# Prompt
The answer should match the entries that follow exactly, except that no image appears in it.

Excerpts from a dataset:

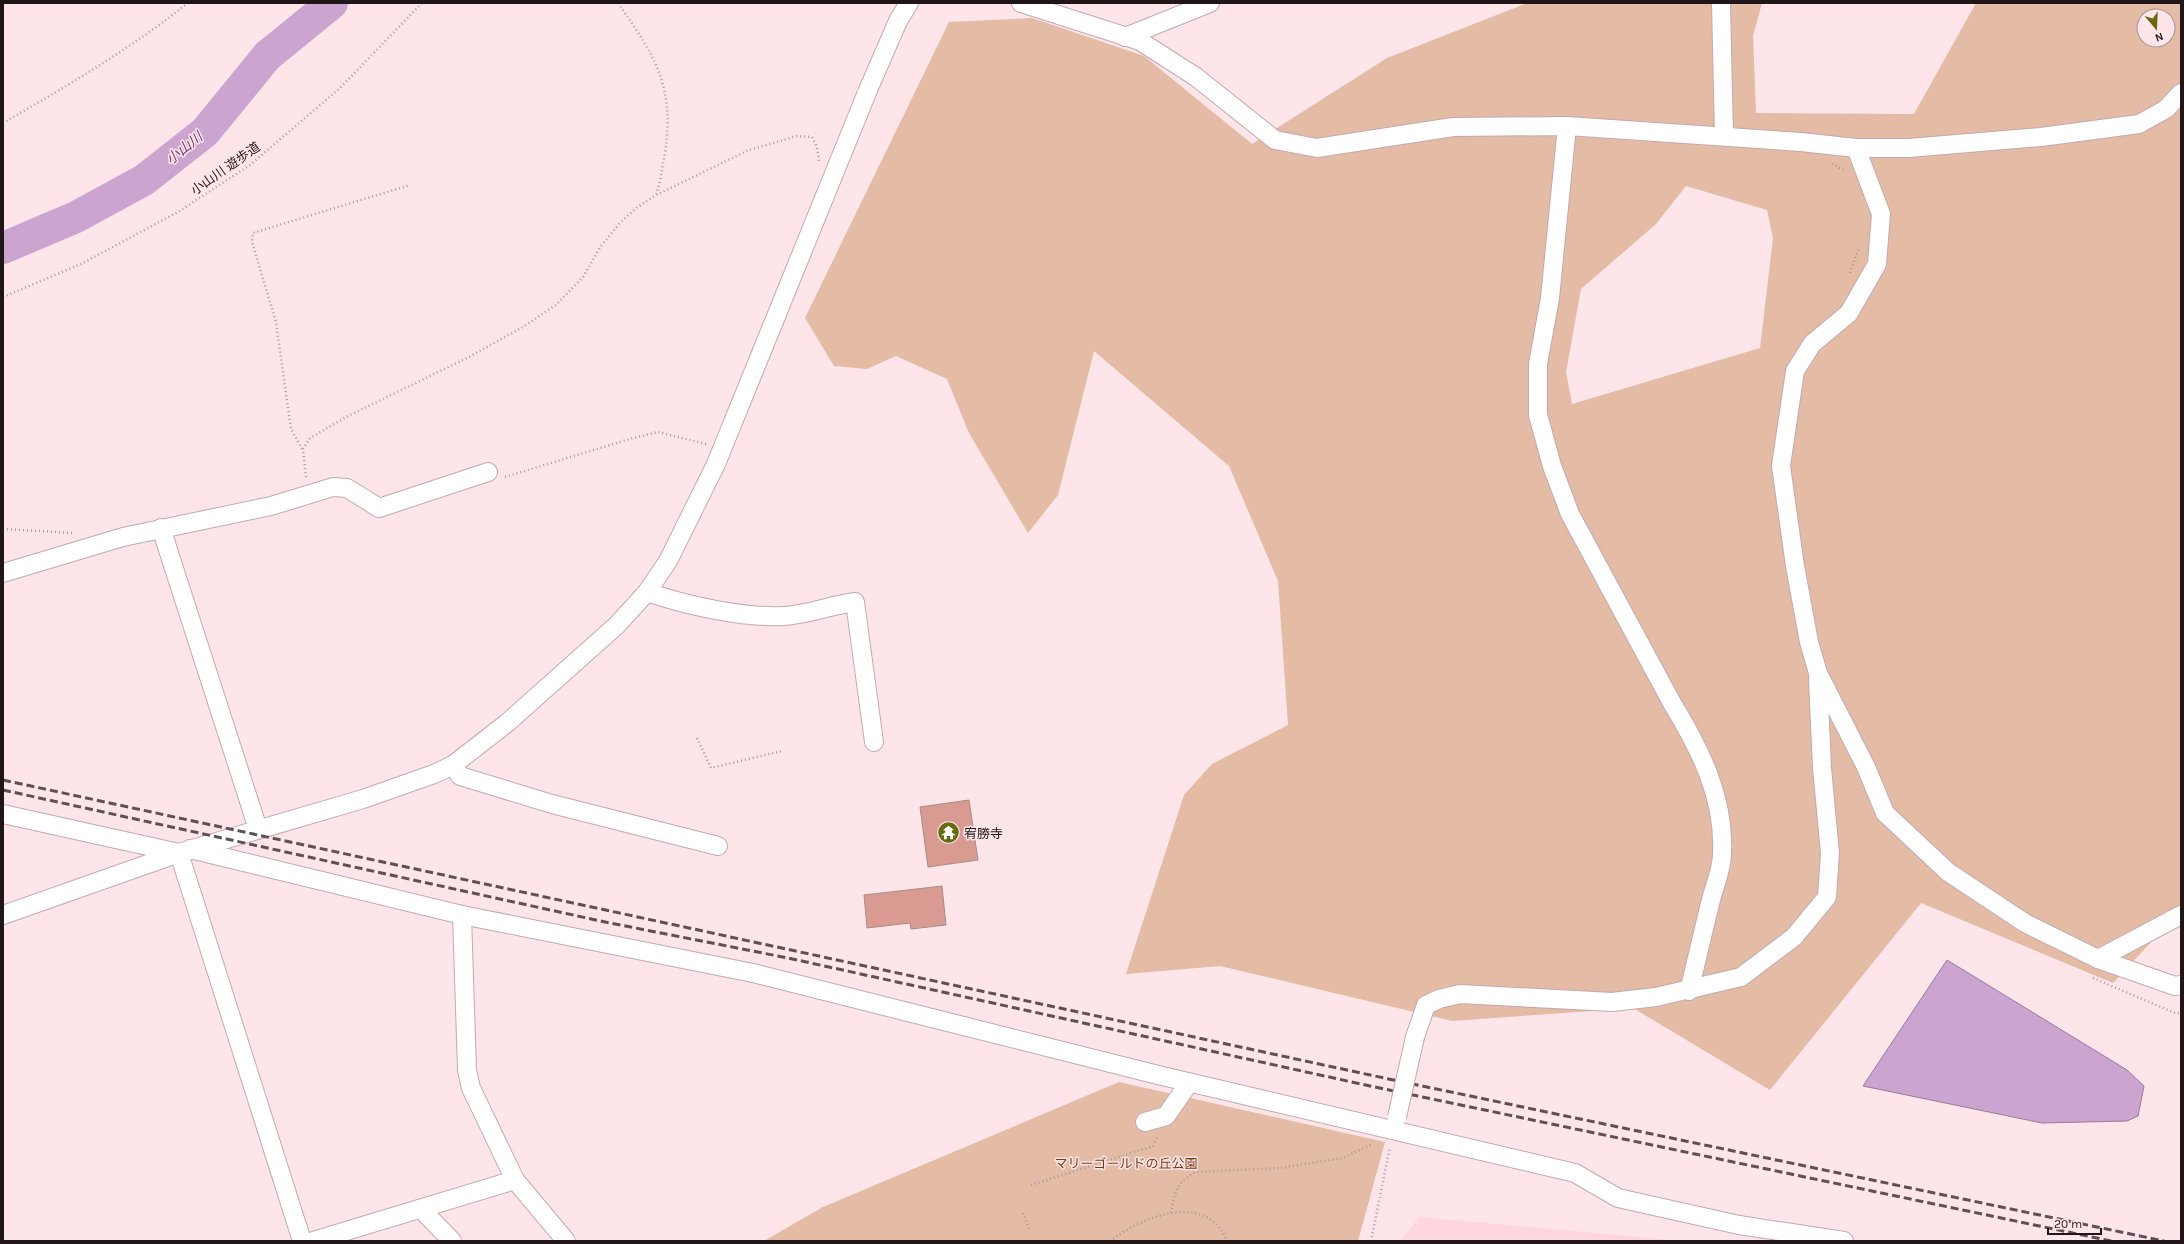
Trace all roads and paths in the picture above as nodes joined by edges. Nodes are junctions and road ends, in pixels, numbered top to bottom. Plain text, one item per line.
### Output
1 (188, 3) edge
2 (422, 3) edge
3 (618, 3) edge
4 (909, 3) edge
5 (1021, 3) edge
6 (1210, 3) edge
7 (1721, 3) edge
8 (1125, 37) junction
9 (2181, 93) edge
10 (3, 123) edge
11 (1567, 126) junction
12 (1724, 136) junction
13 (1856, 148) junction
14 (1830, 164) dead end
15 (1847, 175) dead end
16 (831, 182) junction
17 (410, 185) dead end
18 (656, 195) junction
19 (1860, 244) dead end
20 (1848, 277) dead end
21 (3, 297) edge
22 (722, 448) junction
23 (303, 449) junction
24 (488, 472) joint
25 (305, 496) junction
26 (161, 528) junction
27 (3, 529) edge
28 (78, 533) dead end
29 (3, 573) edge
30 (647, 592) junction
31 (1818, 673) junction
32 (697, 738) dead end
33 (874, 742) dead end
34 (782, 751) dead end
35 (453, 765) junction
36 (3, 814) edge
37 (258, 829) junction
38 (718, 846) dead end
39 (185, 851) junction
40 (3, 915) edge
41 (462, 915) junction
42 (2181, 915) edge
43 (2098, 959) junction
44 (2088, 976) dead end
45 (2181, 985) edge
46 (1689, 991) junction
47 (2181, 1012) edge
48 (1189, 1083) junction
49 (1391, 1126) junction
50 (1153, 1127) joint
51 (514, 1180) junction
52 (1031, 1185) dead end
53 (421, 1209) junction
54 (1023, 1213) dead end
55 (1171, 1213) junction
56 (1029, 1229) dead end
57 (302, 1241) edge
58 (313, 1241) edge
59 (452, 1241) edge
60 (566, 1241) edge
61 (1110, 1241) edge
62 (1227, 1241) edge
63 (1371, 1241) edge
64 (1844, 1241) edge

1 - 10 path
2 - 21 path, 小山川 遊歩道
3 - 18 path
4 - 16 street
5 - 8 street
6 - 8 street
7 - 12 street
8 - 11 street
9 - 13 street
11 - 12 street
11 - 46 street
12 - 13 street
13 - 31 street
14 - 15 path
16 - 18 path
16 - 22 street
17 - 23 path
18 - 23 path
19 - 20 path
22 - 24 path
22 - 30 street
23 - 25 path
24 - 25 street
25 - 26 street
26 - 29 street
26 - 37 street
27 - 28 path
30 - 33 street
30 - 35 street
31 - 43 street
31 - 46 street
32 - 34 path
35 - 37 street
35 - 38 street
36 - 39 street
37 - 39 street
39 - 40 street
39 - 41 street
39 - 57 street
41 - 48 street
41 - 51 street
42 - 43 street
43 - 45 street
44 - 47 path
46 - 49 street, bridge
48 - 49 street
48 - 50 street
49 - 55 path
49 - 63 path
49 - 64 street
50 - 52 path
51 - 53 street
51 - 60 street
53 - 58 street
53 - 59 street
54 - 56 path
55 - 61 path
55 - 62 path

# Result
Trace all roads and paths in the picture above as nodes joined by edges. Nodes are junctions and road ends, in pixels, numbered top to bottom. Plain text, one item per line.
### Output
1 (188, 3) edge
2 (422, 3) edge
3 (618, 3) edge
4 (909, 3) edge
5 (1021, 3) edge
6 (1210, 3) edge
7 (1721, 3) edge
8 (1125, 37) junction
9 (2181, 93) edge
10 (3, 123) edge
11 (1567, 126) junction
12 (1724, 136) junction
13 (1856, 148) junction
14 (1830, 164) dead end
15 (1847, 175) dead end
16 (831, 182) junction
17 (410, 185) dead end
18 (656, 195) junction
19 (1860, 244) dead end
20 (1848, 277) dead end
21 (3, 297) edge
22 (722, 448) junction
23 (303, 449) junction
24 (488, 472) joint
25 (305, 496) junction
26 (161, 528) junction
27 (3, 529) edge
28 (78, 533) dead end
29 (3, 573) edge
30 (647, 592) junction
31 (1818, 673) junction
32 (697, 738) dead end
33 (874, 742) dead end
34 (782, 751) dead end
35 (453, 765) junction
36 (3, 814) edge
37 (258, 829) junction
38 (718, 846) dead end
39 (185, 851) junction
40 (3, 915) edge
41 (462, 915) junction
42 (2181, 915) edge
43 (2098, 959) junction
44 (2088, 976) dead end
45 (2181, 985) edge
46 (1689, 991) junction
47 (2181, 1012) edge
48 (1189, 1083) junction
49 (1391, 1126) junction
50 (1153, 1127) joint
51 (514, 1180) junction
52 (1031, 1185) dead end
53 (421, 1209) junction
54 (1023, 1213) dead end
55 (1171, 1213) junction
56 (1029, 1229) dead end
57 (302, 1241) edge
58 (313, 1241) edge
59 (452, 1241) edge
60 (566, 1241) edge
61 (1110, 1241) edge
62 (1227, 1241) edge
63 (1371, 1241) edge
64 (1844, 1241) edge

1 - 10 path
2 - 21 path, 小山川 遊歩道
3 - 18 path
4 - 16 street
5 - 8 street
6 - 8 street
7 - 12 street
8 - 11 street
9 - 13 street
11 - 12 street
11 - 46 street
12 - 13 street
13 - 31 street
14 - 15 path
16 - 18 path
16 - 22 street
17 - 23 path
18 - 23 path
19 - 20 path
22 - 24 path
22 - 30 street
23 - 25 path
24 - 25 street
25 - 26 street
26 - 29 street
26 - 37 street
27 - 28 path
30 - 33 street
30 - 35 street
31 - 43 street
31 - 46 street
32 - 34 path
35 - 37 street
35 - 38 street
36 - 39 street
37 - 39 street
39 - 40 street
39 - 41 street
39 - 57 street
41 - 48 street
41 - 51 street
42 - 43 street
43 - 45 street
44 - 47 path
46 - 49 street, bridge
48 - 49 street
48 - 50 street
49 - 55 path
49 - 63 path
49 - 64 street
50 - 52 path
51 - 53 street
51 - 60 street
53 - 58 street
53 - 59 street
54 - 56 path
55 - 61 path
55 - 62 path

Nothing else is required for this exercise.